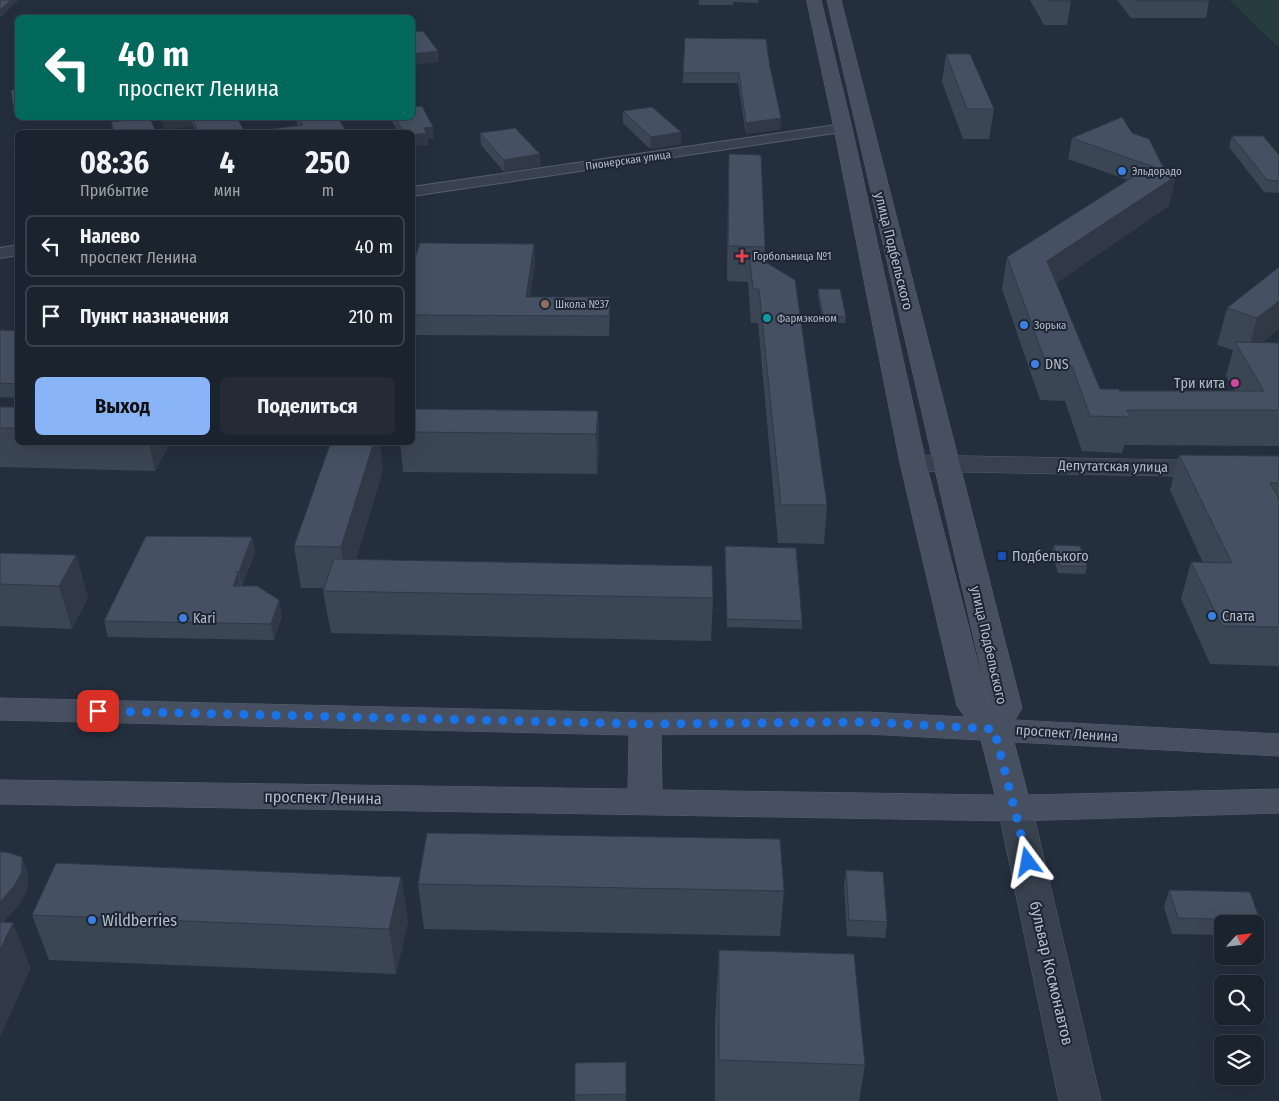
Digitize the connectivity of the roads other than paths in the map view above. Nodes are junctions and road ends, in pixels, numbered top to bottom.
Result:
1 (814, 0) edge
2 (834, 0) edge
3 (842, 78) junction
4 (843, 128) junction
5 (415, 192) edge
6 (15, 250) edge
7 (0, 253) edge
8 (913, 463) junction
9 (946, 464) junction
10 (1279, 470) edge
11 (0, 709) edge
12 (645, 724) junction
13 (994, 729) junction
14 (1279, 745) edge
15 (0, 792) edge
16 (1279, 801) edge
17 (645, 802) junction
18 (1016, 808) junction
19 (1080, 1101) edge

1 - 3 main road, улица Подбельского
2 - 3 main road, улица Подбельского
3 - 4 main road, улица Подбельского
3 - 9 main road, улица Подбельского
4 - 5 street, Пионерская улица
4 - 8 main road, улица Подбельского
6 - 7 street
8 - 9 street, Депутатская улица
8 - 13 main road, улица Подбельского
9 - 10 street, Депутатская улица
9 - 13 main road, улица Подбельского
11 - 12 main road, проспект Ленина
12 - 13 main road, проспект Ленина
12 - 17 main road
13 - 14 main road, проспект Ленина
13 - 18 main road, бульвар Космонавтов
15 - 17 main road, проспект Ленина
16 - 18 main road, проспект Ленина
17 - 18 main road, проспект Ленина
18 - 19 street, бульвар Космонавтов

+ + + + +

Task →
What lines in the material above hold the string "Подбельского"? List them.

Task answer →
1 - 3 main road, улица Подбельского
2 - 3 main road, улица Подбельского
3 - 4 main road, улица Подбельского
3 - 9 main road, улица Подбельского
4 - 8 main road, улица Подбельского
8 - 13 main road, улица Подбельского
9 - 13 main road, улица Подбельского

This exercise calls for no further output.